His earlier works were largely landscape art, a popular genre locally, at the time; after 1900, however, his art tended towards post-impressionism - a largely overlooked genre among Argentine art patrons which Caraffa, who enjoyed strong official support, arguably helped popularize in Argentina. Among his best-known early works from this period in his career was Head of a Jewish Man, which he exhibited at the 1904 Louisiana Purchase Exposition in St. Louis, earning a silver medal. Remaining active in the Córdoba cultural sphere, he obtained funding for the province's first official art museum in 1911, and the institution opened in 1916.

Untitled, oil on canvas.

Caraffa was commissioned to lead the decoration of the ceilings of the Córdoba Cathedral, a work completed in 1914. Over time, he developed a painting style of a markedly romanticist bent, and created numerous landscapes, portraits and works of historic and religious art for government bureaus and churches.

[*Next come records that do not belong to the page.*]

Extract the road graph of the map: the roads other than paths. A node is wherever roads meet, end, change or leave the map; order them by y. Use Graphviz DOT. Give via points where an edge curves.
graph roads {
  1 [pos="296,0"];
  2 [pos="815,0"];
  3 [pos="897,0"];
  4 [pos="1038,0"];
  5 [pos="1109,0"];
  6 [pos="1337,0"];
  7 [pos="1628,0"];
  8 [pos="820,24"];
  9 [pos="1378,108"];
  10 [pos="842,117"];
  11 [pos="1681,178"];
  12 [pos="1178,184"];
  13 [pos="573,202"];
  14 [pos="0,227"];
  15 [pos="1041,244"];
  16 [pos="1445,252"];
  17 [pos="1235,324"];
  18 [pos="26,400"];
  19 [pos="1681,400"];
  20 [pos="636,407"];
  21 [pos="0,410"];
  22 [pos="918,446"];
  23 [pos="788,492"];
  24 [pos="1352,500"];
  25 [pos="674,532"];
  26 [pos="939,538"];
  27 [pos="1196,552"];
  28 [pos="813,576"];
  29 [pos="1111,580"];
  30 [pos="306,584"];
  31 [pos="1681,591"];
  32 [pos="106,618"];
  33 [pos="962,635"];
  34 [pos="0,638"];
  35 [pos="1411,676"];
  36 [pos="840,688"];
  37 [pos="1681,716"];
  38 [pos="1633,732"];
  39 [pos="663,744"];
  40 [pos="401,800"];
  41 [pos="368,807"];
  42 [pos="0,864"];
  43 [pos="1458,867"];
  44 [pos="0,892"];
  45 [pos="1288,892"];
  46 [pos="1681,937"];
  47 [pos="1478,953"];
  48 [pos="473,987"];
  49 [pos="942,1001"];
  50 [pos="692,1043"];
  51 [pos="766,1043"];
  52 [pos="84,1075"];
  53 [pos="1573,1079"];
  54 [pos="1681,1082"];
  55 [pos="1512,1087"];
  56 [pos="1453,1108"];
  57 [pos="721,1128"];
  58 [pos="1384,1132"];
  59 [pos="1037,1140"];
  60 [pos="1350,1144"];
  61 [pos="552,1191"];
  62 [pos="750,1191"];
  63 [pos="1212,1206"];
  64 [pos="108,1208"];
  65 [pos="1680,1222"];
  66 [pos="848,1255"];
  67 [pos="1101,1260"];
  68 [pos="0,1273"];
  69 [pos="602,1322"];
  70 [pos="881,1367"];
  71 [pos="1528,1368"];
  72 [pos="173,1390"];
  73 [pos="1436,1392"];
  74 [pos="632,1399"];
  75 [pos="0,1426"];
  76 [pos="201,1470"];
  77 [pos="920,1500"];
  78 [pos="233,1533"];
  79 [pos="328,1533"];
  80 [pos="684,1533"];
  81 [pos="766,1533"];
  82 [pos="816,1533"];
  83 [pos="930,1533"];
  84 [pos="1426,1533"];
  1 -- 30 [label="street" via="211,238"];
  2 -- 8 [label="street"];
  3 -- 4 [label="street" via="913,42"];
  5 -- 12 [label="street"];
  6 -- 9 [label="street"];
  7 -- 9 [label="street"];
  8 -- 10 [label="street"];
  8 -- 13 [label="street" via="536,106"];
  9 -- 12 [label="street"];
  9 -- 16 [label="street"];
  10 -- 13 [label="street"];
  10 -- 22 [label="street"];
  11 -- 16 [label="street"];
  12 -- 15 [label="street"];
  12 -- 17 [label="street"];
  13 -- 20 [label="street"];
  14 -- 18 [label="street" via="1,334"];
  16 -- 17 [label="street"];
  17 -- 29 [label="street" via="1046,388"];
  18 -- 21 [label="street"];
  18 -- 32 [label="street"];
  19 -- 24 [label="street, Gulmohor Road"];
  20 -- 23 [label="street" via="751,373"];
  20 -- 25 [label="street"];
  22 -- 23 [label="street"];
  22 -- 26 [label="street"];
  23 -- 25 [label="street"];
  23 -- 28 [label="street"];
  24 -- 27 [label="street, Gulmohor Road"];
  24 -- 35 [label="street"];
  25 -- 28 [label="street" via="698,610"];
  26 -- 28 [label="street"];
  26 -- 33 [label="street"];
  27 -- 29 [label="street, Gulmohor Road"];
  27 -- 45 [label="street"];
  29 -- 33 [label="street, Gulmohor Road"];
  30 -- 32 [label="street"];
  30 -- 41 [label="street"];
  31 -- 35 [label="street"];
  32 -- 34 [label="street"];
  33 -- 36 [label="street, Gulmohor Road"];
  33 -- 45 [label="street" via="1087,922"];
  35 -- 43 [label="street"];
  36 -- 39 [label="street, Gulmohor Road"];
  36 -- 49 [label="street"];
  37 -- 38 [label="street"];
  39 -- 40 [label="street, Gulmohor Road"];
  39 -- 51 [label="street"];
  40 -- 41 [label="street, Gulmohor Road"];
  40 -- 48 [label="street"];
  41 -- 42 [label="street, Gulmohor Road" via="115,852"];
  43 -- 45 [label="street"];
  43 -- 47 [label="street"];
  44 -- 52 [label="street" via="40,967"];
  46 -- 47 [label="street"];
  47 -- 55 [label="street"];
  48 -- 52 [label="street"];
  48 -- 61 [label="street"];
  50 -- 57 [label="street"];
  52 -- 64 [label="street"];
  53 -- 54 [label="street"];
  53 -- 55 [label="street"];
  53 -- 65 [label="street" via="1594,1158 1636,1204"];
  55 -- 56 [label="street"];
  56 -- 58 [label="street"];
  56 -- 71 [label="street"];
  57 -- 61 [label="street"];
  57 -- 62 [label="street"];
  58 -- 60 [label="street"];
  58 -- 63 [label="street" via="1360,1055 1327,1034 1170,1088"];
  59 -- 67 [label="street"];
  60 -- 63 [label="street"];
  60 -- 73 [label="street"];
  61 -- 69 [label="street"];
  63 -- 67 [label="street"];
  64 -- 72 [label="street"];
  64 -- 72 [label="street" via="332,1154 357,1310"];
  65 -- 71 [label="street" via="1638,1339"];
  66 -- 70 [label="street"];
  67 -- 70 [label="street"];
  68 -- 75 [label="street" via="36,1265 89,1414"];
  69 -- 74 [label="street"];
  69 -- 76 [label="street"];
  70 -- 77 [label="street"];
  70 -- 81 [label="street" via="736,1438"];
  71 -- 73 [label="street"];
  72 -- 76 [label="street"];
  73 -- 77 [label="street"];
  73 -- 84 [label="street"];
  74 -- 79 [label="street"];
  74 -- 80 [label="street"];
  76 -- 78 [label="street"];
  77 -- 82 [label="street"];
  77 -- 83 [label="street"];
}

The prolific painter died suddenly in his atelier in the scenic town of La Cumbre, in 1939.

Eleven years after his death, the provincial museum he helped establish was renamed the Emilio Caraffa Provincial Fine Arts Museum. His works, besides those gracing private homes, churches and government offices, can be found in numerous Argentine museums, among them the Juan B. Castagnino Fine Arts Museum (Rosario) and the National Fine Arts Museum (Buenos Aires).